Supporters say sanctuary laws, which restrict cooperation between local government employees and immigration officers, seek to reassure undocumented immigrants that they can engage with local police as well as services such as education and health care without fear of deportation.

Schwab said ICE focuses its efforts on those “who pose a threat to national security, public safety, and border security” and “does not conduct sweeps or raids that target aliens indiscriminately.

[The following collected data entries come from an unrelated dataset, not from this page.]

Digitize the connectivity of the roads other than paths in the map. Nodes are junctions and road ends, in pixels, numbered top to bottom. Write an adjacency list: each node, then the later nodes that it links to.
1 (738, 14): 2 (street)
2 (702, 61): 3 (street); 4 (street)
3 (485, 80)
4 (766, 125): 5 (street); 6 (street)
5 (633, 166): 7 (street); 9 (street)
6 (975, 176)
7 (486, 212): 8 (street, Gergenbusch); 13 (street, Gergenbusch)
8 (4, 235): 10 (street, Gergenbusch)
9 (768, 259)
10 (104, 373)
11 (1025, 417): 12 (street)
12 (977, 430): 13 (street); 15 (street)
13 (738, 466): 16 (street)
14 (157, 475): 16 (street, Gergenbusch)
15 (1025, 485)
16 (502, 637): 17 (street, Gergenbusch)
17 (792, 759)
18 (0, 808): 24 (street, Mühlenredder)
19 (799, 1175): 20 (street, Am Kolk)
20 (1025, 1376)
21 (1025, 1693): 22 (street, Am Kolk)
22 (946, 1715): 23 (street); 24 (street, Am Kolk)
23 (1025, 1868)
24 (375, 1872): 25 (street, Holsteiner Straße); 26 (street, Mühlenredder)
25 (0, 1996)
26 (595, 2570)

“However, ICE no longer exempts classes or categories of removable aliens from potential enforcement,” he said. “All of those in violation of the immigration laws may be subject to immigration arrest, detention and, if found removable by final order, removal from the United States.”

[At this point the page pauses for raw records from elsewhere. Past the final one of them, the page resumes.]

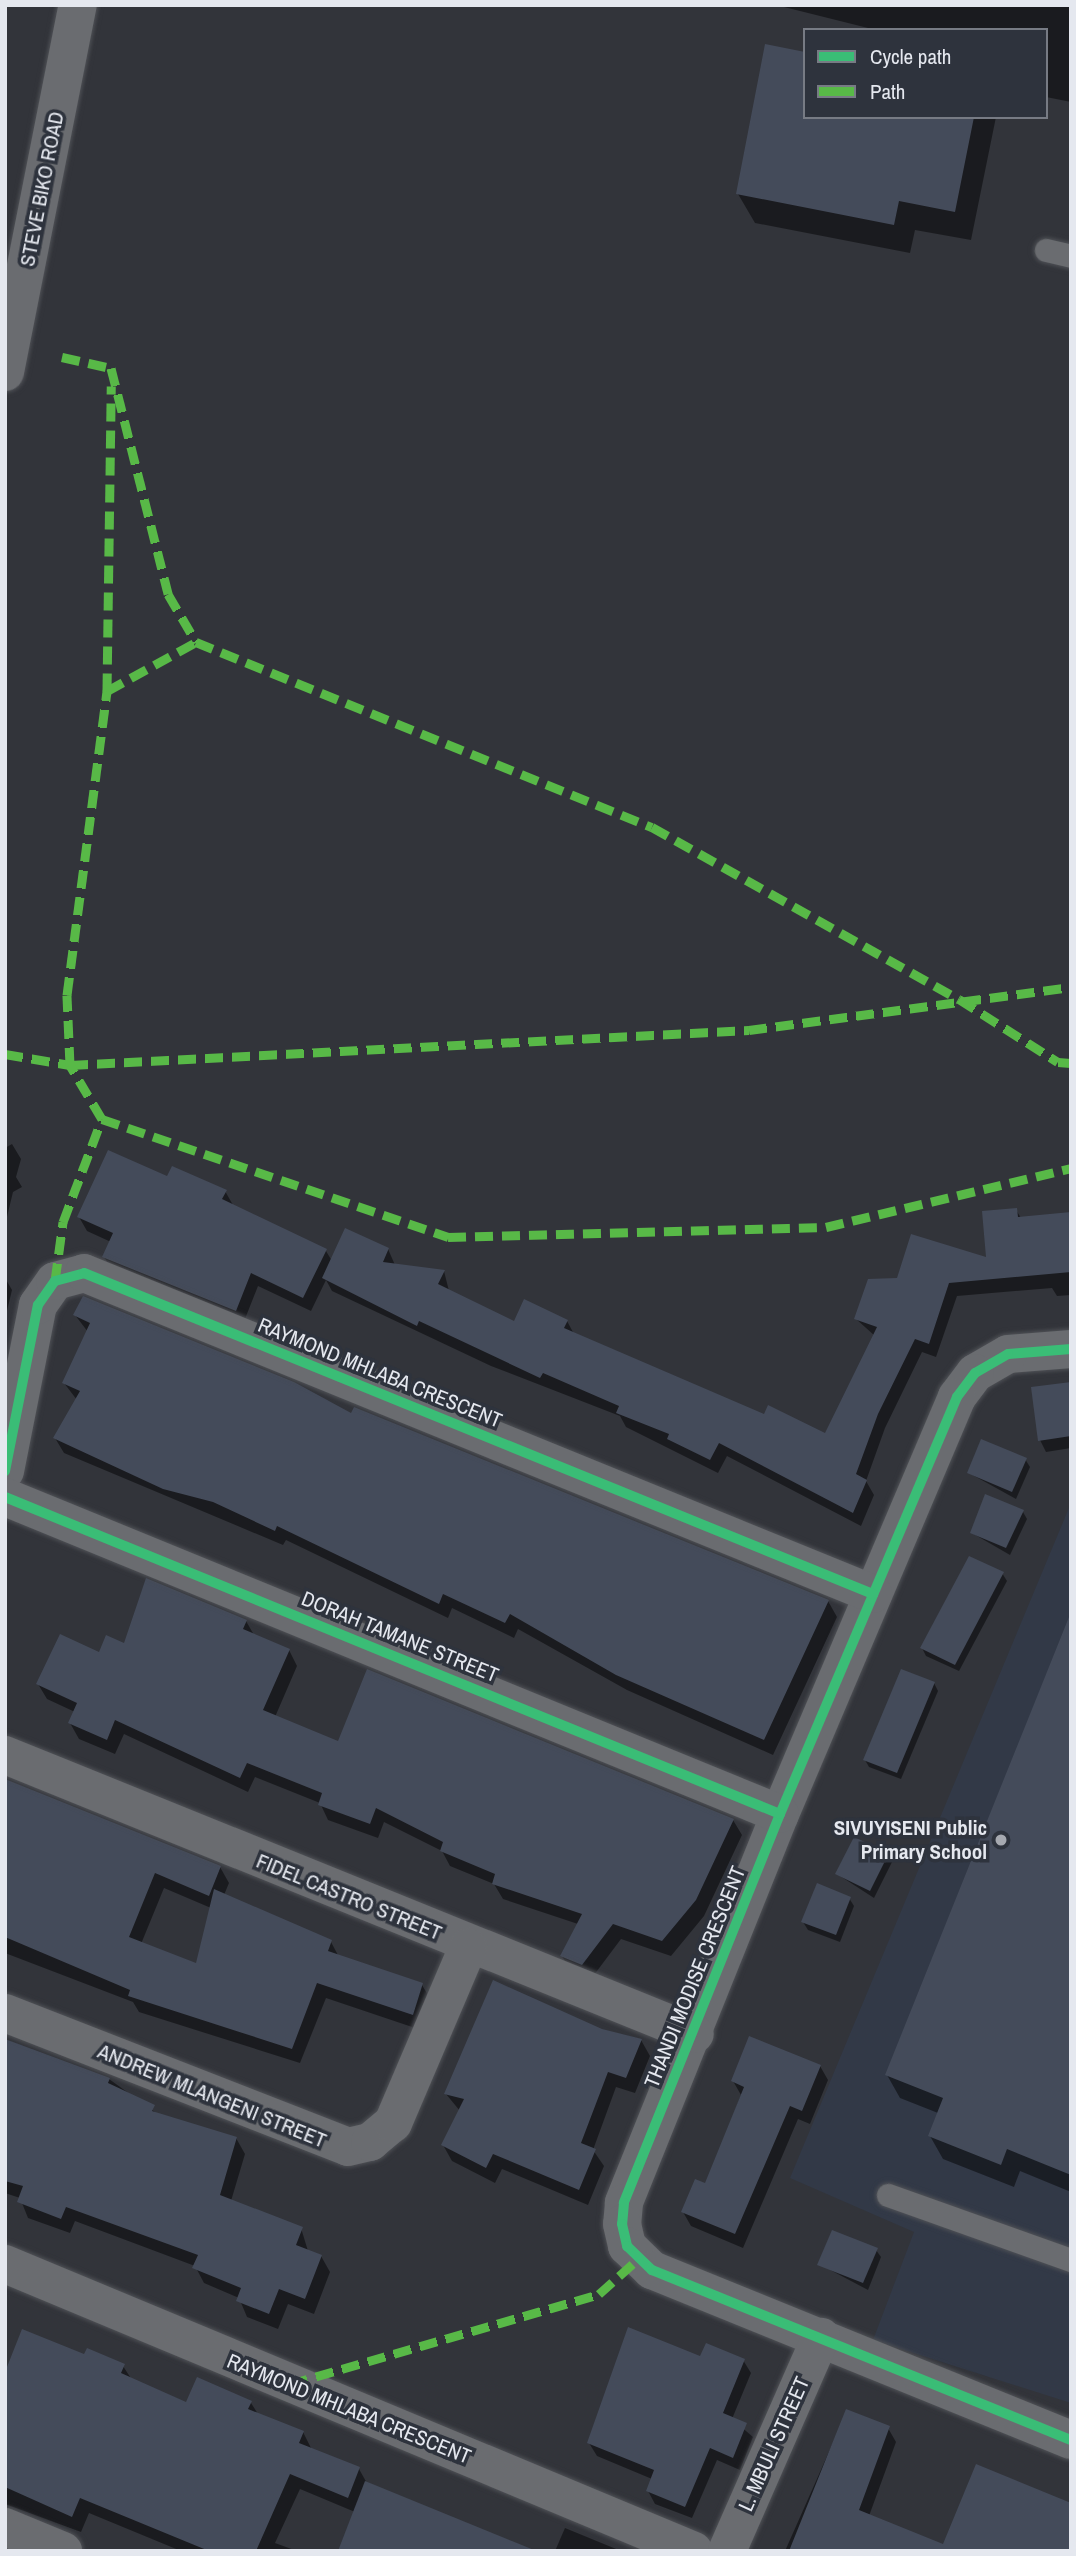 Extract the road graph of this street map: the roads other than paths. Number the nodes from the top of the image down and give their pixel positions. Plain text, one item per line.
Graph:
1 (78, 5) edge
2 (1046, 250) dead end
3 (1071, 256) edge
4 (5, 372) edge
5 (1071, 1349) edge
6 (5, 1471) edge
7 (5, 1497) edge
8 (873, 1594) junction
9 (5, 1755) edge
10 (780, 1814) junction
11 (468, 1947) junction
12 (5, 2013) edge
13 (695, 2035) junction
14 (888, 2195) dead end
15 (1071, 2260) edge
16 (5, 2264) edge
17 (821, 2337) junction
18 (1071, 2440) edge
19 (5, 2527) edge
20 (63, 2551) edge
21 (694, 2551) edge
22 (727, 2551) edge

1 - 4 street, STEVE BIKO ROAD
2 - 3 lane
5 - 8 street, THANDI MODISE CRESCENT
6 - 8 street, RAYMOND MHLABA CRESCENT
7 - 10 street, DORAH TAMANE STREET
8 - 10 street, THANDI MODISE CRESCENT
9 - 11 street, FIDEL CASTRO STREET
10 - 13 street, THANDI MODISE CRESCENT
11 - 12 street, ANDREW MLANGENI STREET
11 - 13 street, FIDEL CASTRO STREET
13 - 17 street, THANDI MODISE CRESCENT
14 - 15 lane
16 - 21 street, RAYMOND MHLABA CRESCENT
17 - 18 street, THANDI MODISE CRESCENT
17 - 22 street, L. MBULI STREET
19 - 20 street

Eleni Wolfe, immigration program director of Centro Legal de la Raza, an Oakland nonprofit that provides legal support for immigrants and others, said the arrests reported Sunday were not necessarily unusual.

“Eleven people arrested over the weekend isn’t news, unfortunately; that’s just ICE,” she said. “But it’s good that people are paying attention.”

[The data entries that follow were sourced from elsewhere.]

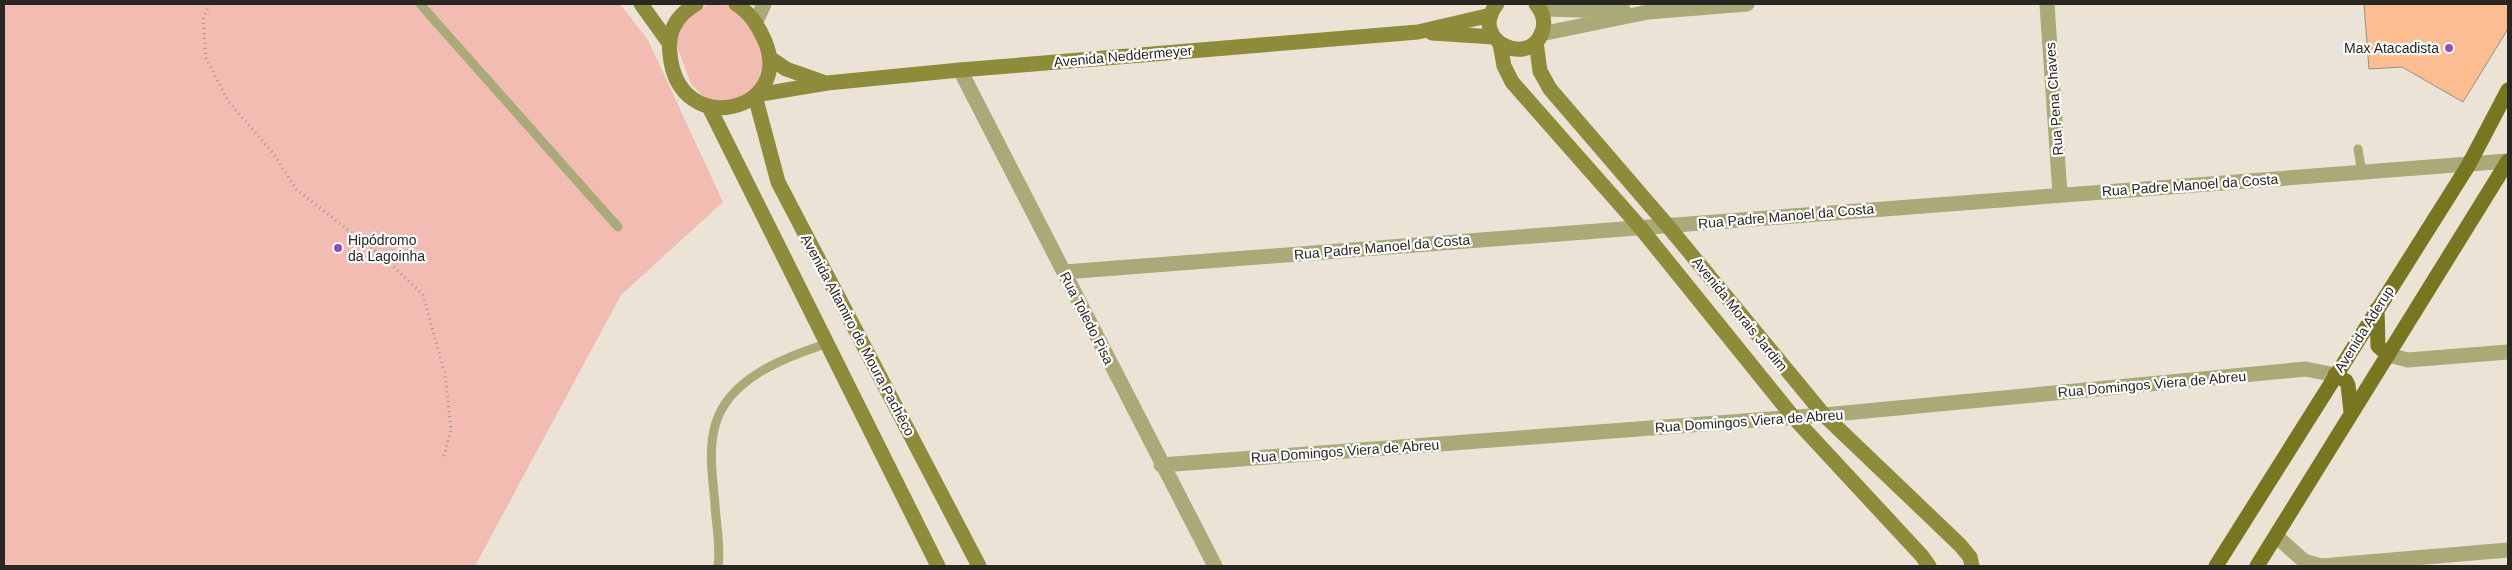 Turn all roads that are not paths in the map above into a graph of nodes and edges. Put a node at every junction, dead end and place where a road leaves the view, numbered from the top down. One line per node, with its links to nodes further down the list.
1 (420, 4): 30 (lane)
2 (641, 4): 16 (main road)
3 (696, 4): 16 (main road)
4 (736, 4): 12 (main road)
5 (764, 4): 12 (street)
6 (1747, 4): 9 (street)
7 (2047, 4): 27 (street, Rua Pena Chaves)
8 (1538, 6): 11 (street); 14 (main road, Avenida Morais Jardim)
9 (1698, 6): 11 (street)
10 (1494, 9): 13 (main road, Avenida Neddermeyer); 15 (main road, Avenida Morais Jardim)
11 (1648, 12): 14 (street)
12 (756, 22): 17 (main road)
13 (1418, 32): 15 (main road, Avenida Neddermeyer); 18 (main road, Avenida Neddermeyer)
14 (1538, 38): 15 (main road, Avenida Neddermeyer); 28 (main road, Avenida Morais Jardim)
15 (1497, 40): 29 (main road, Avenida Morais Jardim)
16 (668, 43): 22 (main road)
17 (770, 58): 19 (main road, Avenida Neddermeyer); 21 (main road)
18 (960, 70): 19 (main road, Avenida Neddermeyer); 31 (street, Rua Toledo Pisa)
19 (827, 83): 21 (main road, Avenida Neddermeyer)
20 (2508, 90): 25 (main road, Avenida Aderup)
21 (756, 95): 22 (main road, Avenida Neddermeyer); 45 (main road, Avenida Altamiro de Moura Pachêco)
22 (709, 107): 33 (main road, Avenida Altamiro de Moura Pachêco)
23 (2358, 149): 26 (lane)
24 (2508, 161): 25 (street, Rua Padre Manoel da Costa); 35 (main road)
25 (2468, 166): 26 (street, Rua Padre Manoel da Costa); 32 (main road, Avenida Aderup)
26 (2362, 173): 27 (street, Rua Padre Manoel da Costa)
27 (2060, 194): 28 (street, Rua Padre Manoel da Costa)
28 (1667, 225): 29 (street, Rua Padre Manoel da Costa); 38 (main road, Avenida Morais Jardim)
29 (1639, 226): 31 (street, Rua Padre Manoel da Costa); 39 (main road, Avenida Morais Jardim)
30 (618, 227)
31 (1064, 272): 40 (street, Rua Toledo Pisa)
32 (2377, 310): 35 (main road); 36 (main road, Avenida Aderup)
33 (826, 344): 43 (lane); 44 (main road, Avenida Altamiro de Moura Pachêco)
34 (2508, 352): 35 (street)
35 (2388, 355): 37 (main road)
36 (2335, 375): 37 (main road); 38 (street, Rua Domingos Viera de Abreu); 49 (main road, Avenida Aderup)
37 (2351, 412): 41 (main road)
38 (1824, 415): 39 (street, Rua Domingos Viera de Abreu); 48 (main road, Avenida Morais Jardim)
39 (1794, 418): 40 (street, Rua Domingos Viera de Abreu); 47 (main road, Avenida Morais Jardim)
40 (1162, 465): 46 (street, Rua Toledo Pisa)
41 (2276, 536): 42 (street); 50 (main road)
42 (2508, 550)
43 (718, 566)
44 (938, 566)
45 (979, 566)
46 (1216, 566)
47 (1929, 566)
48 (1972, 566)
49 (2216, 566)
50 (2257, 566)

She said a hotline that people can call to report ICE activity in Alameda County had been overwhelmed since Schaaf’s announcement. Many callers were asking whether it was safe to take their children to school or go to work, Wolfe said.

Oakland Councilman Noel Gallo, who represents the heavily Latino Fruitvale neighborhood, said the mayor’s announcement created undue community anxiety and vitriol from around the country directed at Oakland. Gallo said his City Hall phone line was filled Monday with “hateful, racist” messages.

“Her statement at this time may have done more harm than help,” he said.

Schaaf, who has received threats since she spoke of the imminent arrests, said she intended her warning to educate, not alarm, immigrants.

“I made a choice to share it broadly in a manner that I hope did not cause panic or fear,” she said. “It’s my hope that everyone goes about their normal lives, but armed with information and resources.”

Jim Ross, an Oakland political consultant, said Schaaf’s warning could help rebuild trust with immigrant-advocacy organizations that may have disagreed with her defense of a West Oakland operation by ICE’s Homeland Security Investigations division last August, during which city cops provided traffic control.

“The thing that’s extraordinary is not that the mayor learned about this and did something,” Ross said of Schaaf’s announcement over the weekend. “It’s that she learned about this and did something publicly.”

While Schaaf could have warned immigration lawyers and organizations directly, Ross said, her strategy got the word out much faster.

“I can’t see any political downside to it,” he said. “ICE has become the chief law enforcement arm of the Trump administration. If you’re seen to be aiding or abetting ICE, even passively, you’re seen as aiding Donald Trump.”

Schaaf said she consulted with lawyers on her Saturday night statement and sent it to City Attorney Barbara Parker ahead of its release, though it wasn’t clear whether Parker, who was sick over the weekend, responded in time.

The mayor said she was “confident that my sharing of this information, because I did not receive it through official channels, is legal.”